=== Assignment ===
Pick each line containing "roads" out of the records.

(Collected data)
#####
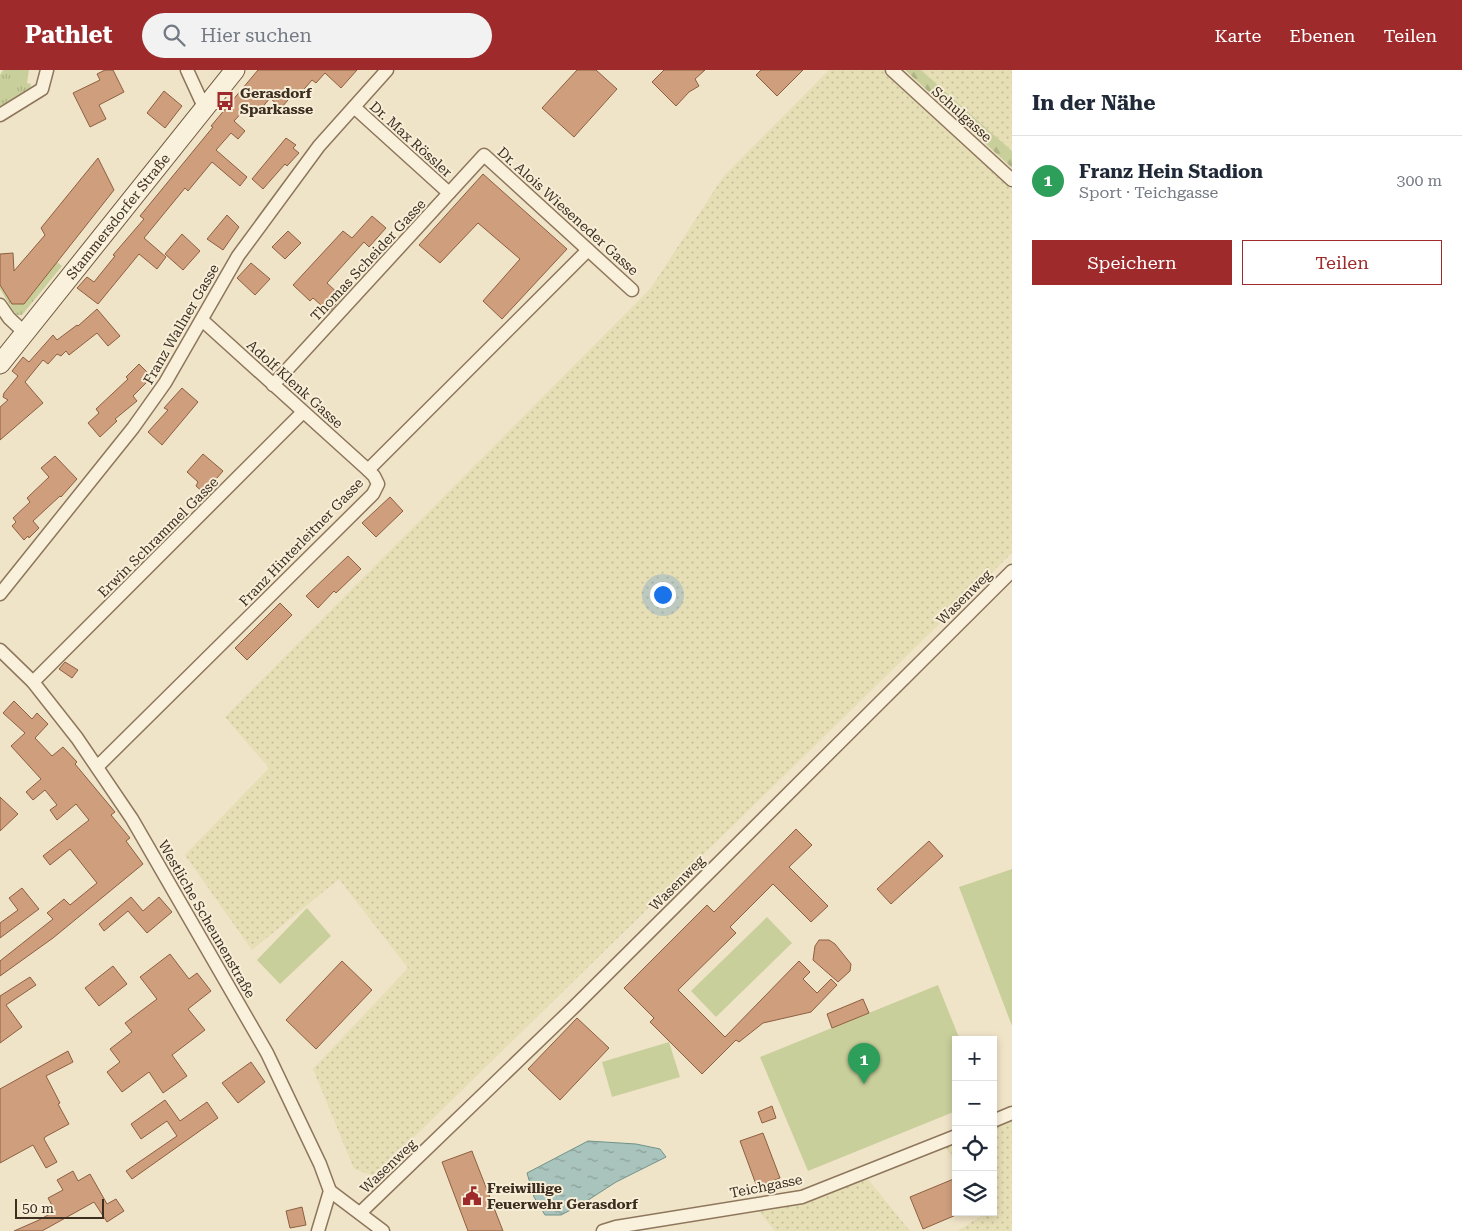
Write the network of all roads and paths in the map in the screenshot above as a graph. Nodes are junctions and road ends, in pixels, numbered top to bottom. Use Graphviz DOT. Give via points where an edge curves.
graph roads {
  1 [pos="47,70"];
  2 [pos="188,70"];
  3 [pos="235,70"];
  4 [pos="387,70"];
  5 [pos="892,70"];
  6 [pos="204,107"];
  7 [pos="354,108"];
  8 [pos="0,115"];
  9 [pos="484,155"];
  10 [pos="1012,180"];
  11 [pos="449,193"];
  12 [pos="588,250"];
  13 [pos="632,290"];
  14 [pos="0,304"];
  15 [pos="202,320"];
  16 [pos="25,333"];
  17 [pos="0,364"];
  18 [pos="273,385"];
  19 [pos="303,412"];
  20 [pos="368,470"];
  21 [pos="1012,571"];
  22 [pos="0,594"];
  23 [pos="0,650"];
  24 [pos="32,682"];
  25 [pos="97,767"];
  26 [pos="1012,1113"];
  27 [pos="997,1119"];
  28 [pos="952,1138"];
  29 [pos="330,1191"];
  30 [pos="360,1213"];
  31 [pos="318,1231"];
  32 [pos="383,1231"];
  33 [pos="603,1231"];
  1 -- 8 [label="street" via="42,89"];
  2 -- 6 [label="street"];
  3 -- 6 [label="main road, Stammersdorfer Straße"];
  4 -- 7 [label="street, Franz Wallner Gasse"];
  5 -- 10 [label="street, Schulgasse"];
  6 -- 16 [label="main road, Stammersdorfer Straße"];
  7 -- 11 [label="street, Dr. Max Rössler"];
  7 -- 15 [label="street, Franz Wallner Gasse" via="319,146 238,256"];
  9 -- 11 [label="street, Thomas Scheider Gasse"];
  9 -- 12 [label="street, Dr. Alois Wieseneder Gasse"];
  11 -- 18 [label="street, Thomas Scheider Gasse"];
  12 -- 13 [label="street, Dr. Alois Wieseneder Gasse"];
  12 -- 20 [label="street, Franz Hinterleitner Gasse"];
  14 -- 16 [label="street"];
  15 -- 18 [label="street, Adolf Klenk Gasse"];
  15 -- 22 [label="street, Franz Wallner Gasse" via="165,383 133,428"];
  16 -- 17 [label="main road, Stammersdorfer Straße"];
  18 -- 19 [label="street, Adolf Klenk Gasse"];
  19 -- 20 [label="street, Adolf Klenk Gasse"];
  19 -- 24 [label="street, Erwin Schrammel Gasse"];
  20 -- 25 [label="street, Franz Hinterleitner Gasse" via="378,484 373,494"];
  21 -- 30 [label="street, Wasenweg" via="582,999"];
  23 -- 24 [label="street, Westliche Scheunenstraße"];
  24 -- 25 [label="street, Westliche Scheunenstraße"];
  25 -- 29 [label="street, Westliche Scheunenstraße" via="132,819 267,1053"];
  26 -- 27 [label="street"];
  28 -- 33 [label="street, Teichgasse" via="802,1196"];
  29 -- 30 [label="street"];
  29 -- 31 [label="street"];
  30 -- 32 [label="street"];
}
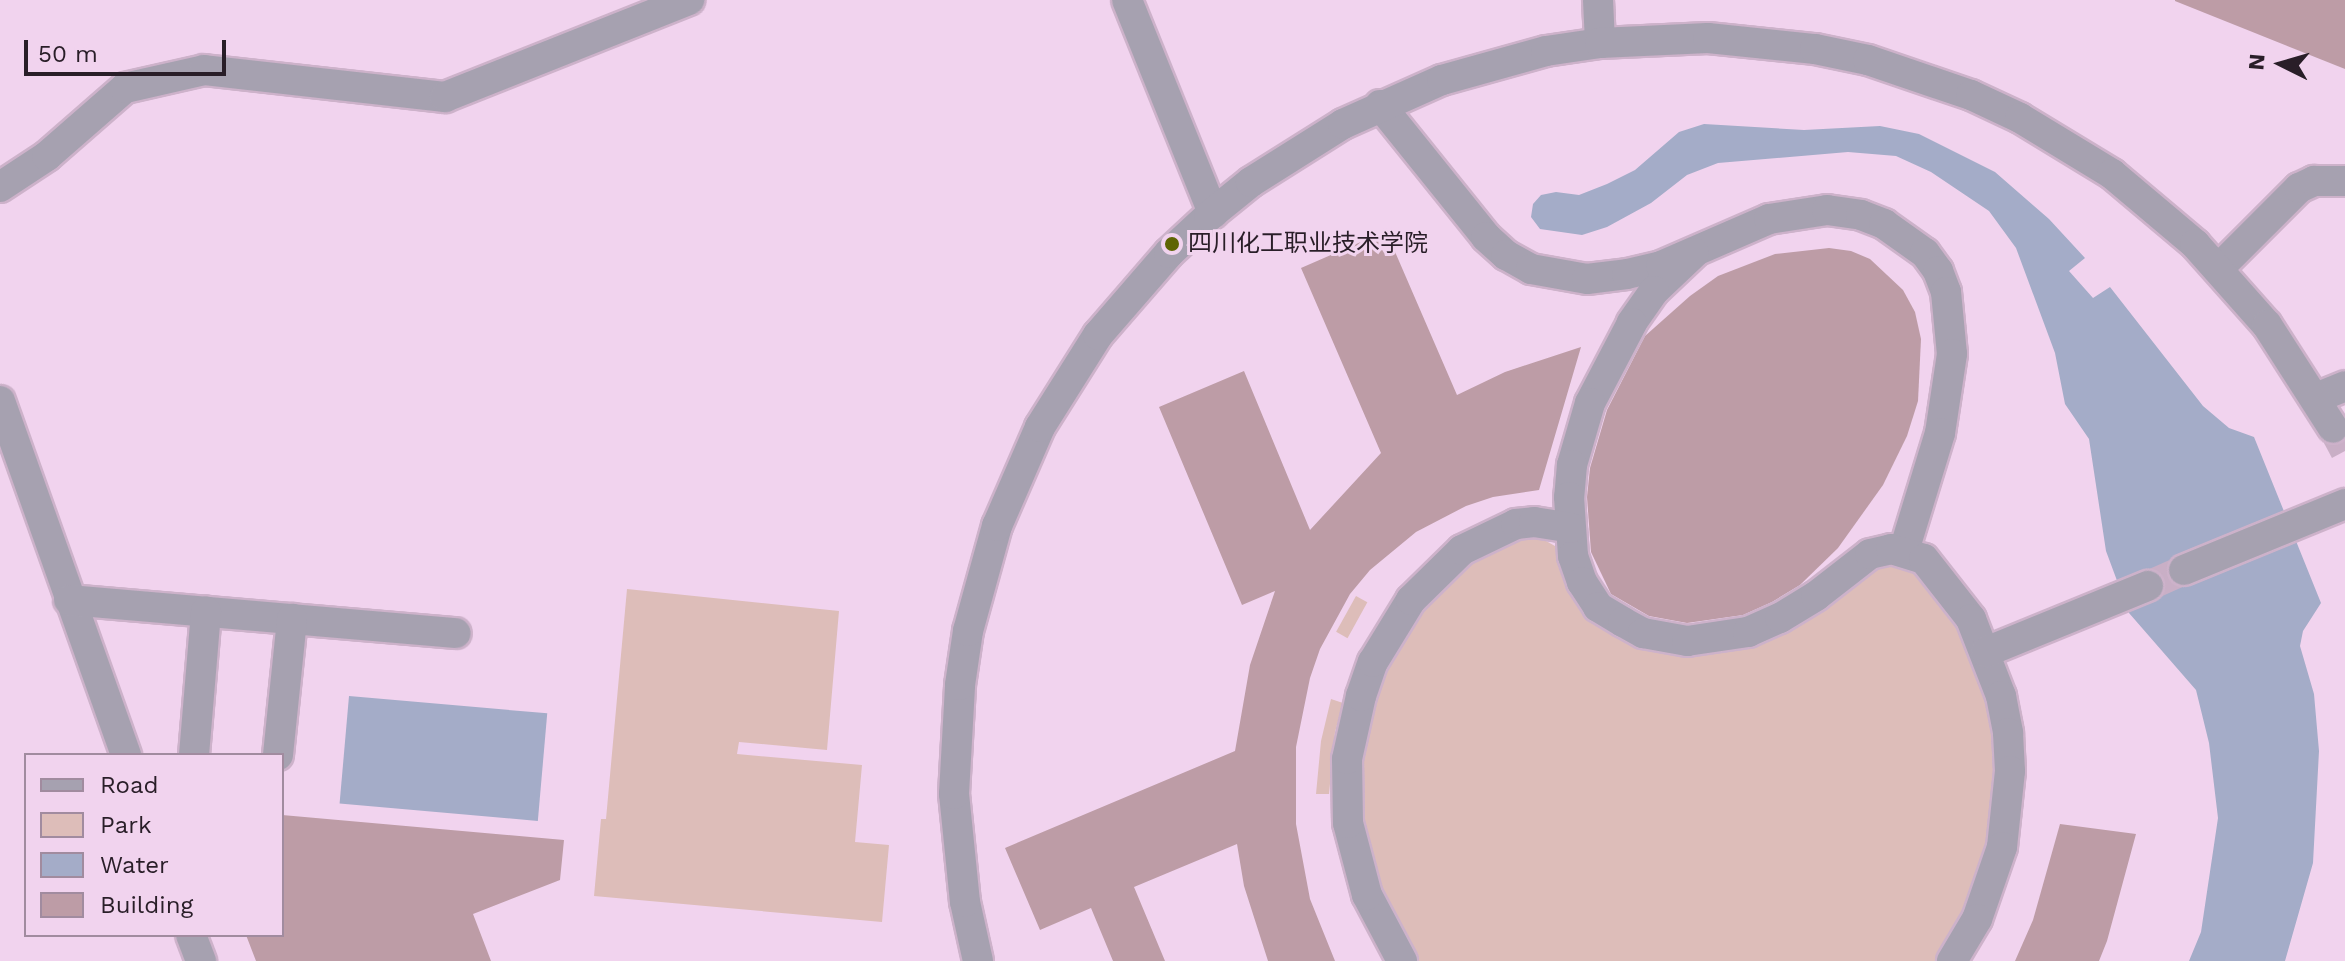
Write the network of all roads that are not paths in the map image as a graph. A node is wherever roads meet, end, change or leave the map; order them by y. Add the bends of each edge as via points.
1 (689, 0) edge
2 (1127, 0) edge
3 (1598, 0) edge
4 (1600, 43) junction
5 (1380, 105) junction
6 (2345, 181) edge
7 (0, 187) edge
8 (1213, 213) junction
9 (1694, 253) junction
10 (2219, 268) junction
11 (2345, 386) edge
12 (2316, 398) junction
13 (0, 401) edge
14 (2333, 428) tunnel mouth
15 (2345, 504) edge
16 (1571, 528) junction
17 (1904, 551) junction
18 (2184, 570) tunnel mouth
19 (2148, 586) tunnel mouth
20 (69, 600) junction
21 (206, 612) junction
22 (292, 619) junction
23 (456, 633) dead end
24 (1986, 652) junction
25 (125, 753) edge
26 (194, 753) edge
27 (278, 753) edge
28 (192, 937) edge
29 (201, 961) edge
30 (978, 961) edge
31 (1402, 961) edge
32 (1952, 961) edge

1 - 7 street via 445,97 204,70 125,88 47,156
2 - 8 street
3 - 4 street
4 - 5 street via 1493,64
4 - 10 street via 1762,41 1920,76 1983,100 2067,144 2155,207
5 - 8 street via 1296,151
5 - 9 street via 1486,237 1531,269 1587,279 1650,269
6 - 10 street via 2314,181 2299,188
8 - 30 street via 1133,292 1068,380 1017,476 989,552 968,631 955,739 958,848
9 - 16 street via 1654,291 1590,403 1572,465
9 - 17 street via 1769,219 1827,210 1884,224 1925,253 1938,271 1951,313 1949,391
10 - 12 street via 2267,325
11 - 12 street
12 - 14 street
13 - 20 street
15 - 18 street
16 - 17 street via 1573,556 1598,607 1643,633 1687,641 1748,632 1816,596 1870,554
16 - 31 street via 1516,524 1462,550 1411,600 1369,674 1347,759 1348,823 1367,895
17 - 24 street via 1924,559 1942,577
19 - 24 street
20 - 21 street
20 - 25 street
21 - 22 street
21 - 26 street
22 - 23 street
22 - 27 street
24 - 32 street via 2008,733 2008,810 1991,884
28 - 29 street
#####
=== Answer to this problem ===
Write the network of all roads and paths in the map in the screenshot above as a graph. Nodes are junctions and road ends, in pixels, numbered top to bottom. Use Graphviz DOT. Give via points where an edge curves.
graph roads {
Write the network of all roads that are not paths in the map image as a graph. A node is wherever roads meet, end, change or leave the map; order them by y. Add the bends of each edge as via points.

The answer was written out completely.